* Try it: Print the whole listing, keeping every line exactly as given.

* Source information:
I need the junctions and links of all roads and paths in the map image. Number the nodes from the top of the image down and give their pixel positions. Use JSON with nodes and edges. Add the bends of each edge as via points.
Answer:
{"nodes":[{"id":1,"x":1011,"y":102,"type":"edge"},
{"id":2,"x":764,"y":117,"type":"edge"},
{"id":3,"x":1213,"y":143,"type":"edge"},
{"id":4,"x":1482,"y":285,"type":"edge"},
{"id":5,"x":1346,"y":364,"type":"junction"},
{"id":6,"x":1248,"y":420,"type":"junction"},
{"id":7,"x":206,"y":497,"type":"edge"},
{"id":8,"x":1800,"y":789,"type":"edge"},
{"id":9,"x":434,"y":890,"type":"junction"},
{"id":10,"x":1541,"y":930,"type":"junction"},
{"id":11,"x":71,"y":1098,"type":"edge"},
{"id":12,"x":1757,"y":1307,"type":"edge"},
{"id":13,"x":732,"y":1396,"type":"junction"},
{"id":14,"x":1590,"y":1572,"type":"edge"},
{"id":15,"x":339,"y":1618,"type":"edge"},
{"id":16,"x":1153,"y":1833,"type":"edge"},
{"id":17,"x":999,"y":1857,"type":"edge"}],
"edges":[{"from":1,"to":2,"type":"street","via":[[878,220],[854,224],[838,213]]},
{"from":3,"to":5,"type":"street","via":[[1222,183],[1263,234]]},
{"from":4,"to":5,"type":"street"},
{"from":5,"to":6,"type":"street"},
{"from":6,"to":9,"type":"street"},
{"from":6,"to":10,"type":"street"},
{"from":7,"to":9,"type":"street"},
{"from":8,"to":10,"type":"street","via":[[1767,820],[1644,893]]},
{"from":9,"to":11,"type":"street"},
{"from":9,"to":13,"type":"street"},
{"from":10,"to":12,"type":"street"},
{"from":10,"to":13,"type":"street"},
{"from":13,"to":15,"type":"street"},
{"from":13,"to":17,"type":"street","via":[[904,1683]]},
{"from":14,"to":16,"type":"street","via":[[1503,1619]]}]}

* Task answer:
I need the junctions and links of all roads and paths in the map image. Number the nodes from the top of the image down and give their pixel positions. Use JSON with nodes and edges. Add the bends of each edge as via points.
Answer:
{"nodes":[{"id":1,"x":1011,"y":102,"type":"edge"},
{"id":2,"x":764,"y":117,"type":"edge"},
{"id":3,"x":1213,"y":143,"type":"edge"},
{"id":4,"x":1482,"y":285,"type":"edge"},
{"id":5,"x":1346,"y":364,"type":"junction"},
{"id":6,"x":1248,"y":420,"type":"junction"},
{"id":7,"x":206,"y":497,"type":"edge"},
{"id":8,"x":1800,"y":789,"type":"edge"},
{"id":9,"x":434,"y":890,"type":"junction"},
{"id":10,"x":1541,"y":930,"type":"junction"},
{"id":11,"x":71,"y":1098,"type":"edge"},
{"id":12,"x":1757,"y":1307,"type":"edge"},
{"id":13,"x":732,"y":1396,"type":"junction"},
{"id":14,"x":1590,"y":1572,"type":"edge"},
{"id":15,"x":339,"y":1618,"type":"edge"},
{"id":16,"x":1153,"y":1833,"type":"edge"},
{"id":17,"x":999,"y":1857,"type":"edge"}],
"edges":[{"from":1,"to":2,"type":"street","via":[[878,220],[854,224],[838,213]]},
{"from":3,"to":5,"type":"street","via":[[1222,183],[1263,234]]},
{"from":4,"to":5,"type":"street"},
{"from":5,"to":6,"type":"street"},
{"from":6,"to":9,"type":"street"},
{"from":6,"to":10,"type":"street"},
{"from":7,"to":9,"type":"street"},
{"from":8,"to":10,"type":"street","via":[[1767,820],[1644,893]]},
{"from":9,"to":11,"type":"street"},
{"from":9,"to":13,"type":"street"},
{"from":10,"to":12,"type":"street"},
{"from":10,"to":13,"type":"street"},
{"from":13,"to":15,"type":"street"},
{"from":13,"to":17,"type":"street","via":[[904,1683]]},
{"from":14,"to":16,"type":"street","via":[[1503,1619]]}]}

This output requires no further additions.